The short answer, with a few more assumptions, is yes, or it certainly can be.

Firstly, we need to agree to leave aside the problem that one cannot relativistically orbit the Earth, at least not in a freefall orbit. The orbital speed for a stable, freefalling orbit around a planet varies as $1/\sqrt{r}$, where $r$ is the orbit radius, so once you are travelling at more than the escape velocity $v_e$ at the Earth's surface, you need to be imparting a constant inwards directed thrust to maintain an orbit at this speed.

So now let us look at the problem from an inertial observer, hanging about in deep space around the Earth and also let's think of the orbit as being far enough from the Earth so that we can neglect gravitational relativistic effects.

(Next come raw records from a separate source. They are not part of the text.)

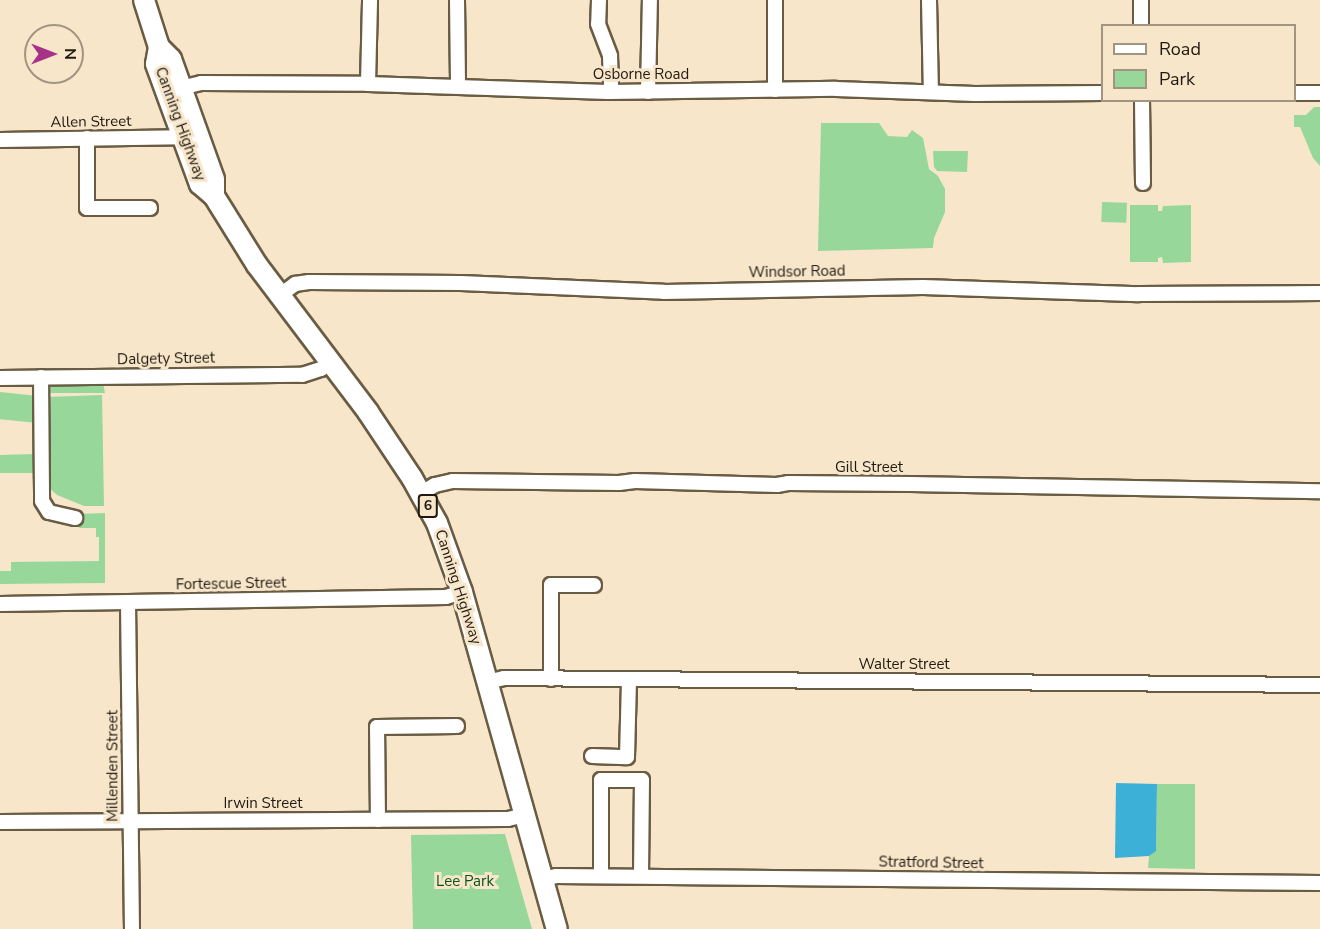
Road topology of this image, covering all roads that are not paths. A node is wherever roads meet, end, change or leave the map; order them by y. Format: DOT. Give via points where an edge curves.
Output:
graph roads {
  1 [pos="144,0"];
  2 [pos="370,0"];
  3 [pos="457,0"];
  4 [pos="599,0"];
  5 [pos="650,0"];
  6 [pos="775,0"];
  7 [pos="929,0"];
  8 [pos="1141,0"];
  9 [pos="1141,24"];
  10 [pos="159,47"];
  11 [pos="368,84"];
  12 [pos="458,86"];
  13 [pos="180,88"];
  14 [pos="775,90"];
  15 [pos="610,92"];
  16 [pos="648,92"];
  17 [pos="931,92"];
  18 [pos="1101,93"];
  19 [pos="1296,93"];
  20 [pos="1320,93"];
  21 [pos="1142,102"];
  22 [pos="182,137"];
  23 [pos="87,138"];
  24 [pos="0,140"];
  25 [pos="1143,183"];
  26 [pos="214,196"];
  27 [pos="150,208"];
  28 [pos="1320,293"];
  29 [pos="279,295"];
  30 [pos="330,363"];
  31 [pos="41,377"];
  32 [pos="0,378"];
  33 [pos="1320,491"];
  34 [pos="422,493"];
  35 [pos="75,518"];
  36 [pos="594,585"];
  37 [pos="462,592"];
  38 [pos="128,603"];
  39 [pos="0,604"];
  40 [pos="551,679"];
  41 [pos="630,679"];
  42 [pos="487,682"];
  43 [pos="1320,685"];
  44 [pos="458,726"];
  45 [pos="592,756"];
  46 [pos="525,815"];
  47 [pos="378,820"];
  48 [pos="130,821"];
  49 [pos="0,822"];
  50 [pos="601,876"];
  51 [pos="641,876"];
  52 [pos="543,879"];
  53 [pos="1320,883"];
  54 [pos="132,929"];
  55 [pos="557,929"];
  1 -- 10 [label="highway, Canning Highway / 6"];
  2 -- 11 [label="street"];
  3 -- 12 [label="street"];
  4 -- 15 [label="street" via="598,24 610,56"];
  5 -- 16 [label="street"];
  6 -- 14 [label="street"];
  7 -- 17 [label="street"];
  8 -- 9 [label="street"];
  10 -- 13 [label="highway, Canning Highway / 6" via="171,59"];
  10 -- 22 [label="highway, Canning Highway / 6" via="156,64"];
  11 -- 12 [label="street, Osborne Road"];
  11 -- 13 [label="street, Osborne Road" via="201,83"];
  12 -- 15 [label="street, Osborne Road"];
  13 -- 26 [label="highway, Canning Highway / 6" via="214,178"];
  14 -- 16 [label="street, Osborne Road"];
  14 -- 17 [label="street, Osborne Road"];
  15 -- 16 [label="street, Osborne Road"];
  17 -- 18 [label="street, Osborne Road"];
  19 -- 20 [label="street"];
  21 -- 25 [label="street"];
  22 -- 23 [label="street, Allen Street"];
  22 -- 26 [label="highway, Canning Highway / 6" via="200,184"];
  23 -- 24 [label="street, Allen Street"];
  23 -- 27 [label="street" via="87,208"];
  26 -- 29 [label="highway, Canning Highway / 6"];
  28 -- 29 [label="street, Windsor Road" via="1129,294 923,287 664,292 461,283 309,282 295,284"];
  29 -- 30 [label="highway, Canning Highway / 6"];
  30 -- 31 [label="street, Dalgety Street" via="302,375"];
  30 -- 34 [label="highway, Canning Highway / 6"];
  31 -- 32 [label="street, Dalgety Street"];
  31 -- 35 [label="street" via="42,501 49,512"];
  33 -- 34 [label="street, Gill Street" via="453,481"];
  34 -- 37 [label="highway, Canning Highway / 6" via="448,549"];
  36 -- 40 [label="street" via="551,585"];
  37 -- 38 [label="street, Fortescue Street" via="446,597"];
  37 -- 42 [label="highway, Canning Highway / 6"];
  38 -- 39 [label="street, Fortescue Street"];
  38 -- 48 [label="street, Millenden Street"];
  40 -- 41 [label="street, Walter Street"];
  40 -- 42 [label="street, Walter Street" via="501,678"];
  41 -- 43 [label="street, Walter Street"];
  41 -- 45 [label="street" via="627,757"];
  42 -- 46 [label="highway, Canning Highway / 6"];
  44 -- 47 [label="street" via="377,727"];
  46 -- 47 [label="street, Irwin Street" via="508,819"];
  46 -- 52 [label="highway, Canning Highway / 6"];
  47 -- 48 [label="street, Irwin Street"];
  48 -- 49 [label="street, Irwin Street"];
  48 -- 54 [label="street, Millenden Street"];
  50 -- 51 [label="street, Stratford Street"];
  50 -- 51 [label="street" via="601,780 642,780"];
  50 -- 52 [label="street, Stratford Street"];
  51 -- 53 [label="street, Stratford Street"];
  52 -- 55 [label="highway, Canning Highway / 6"];
}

From this observer's standpoint, if the two spaceships always maintained the same constant speed, then their paths through spacetime would have the same arclength (the same total proper time) when they finally met again - suppose for the sake of argument that they meet again at the position of our stay-at-home, inertial observer, so that all three come together and compare clocks. Therefore, both the travelling spacefarers would have aged the same amount, and both would have aged less than the stay at home inertial observer. We would need to neglect the acceleration of the out-and-back again observer as the he/she decelerated, turned around and accelerated back to cruising speed, but as long as the turnaround period is small compared to the whole journey, this error can be made as small as we like.

The out and back again spacefarer travels a dogleg path through spacetime to join the inertial observer who travels straight along the $t$ direction, as in the conventional twin paradox. The third, orbitting spacefarer travels a helical path through spacetime, making the same, constant angle to the time axis (in the inertial observer's spacetime) as the doglegging spacefarer.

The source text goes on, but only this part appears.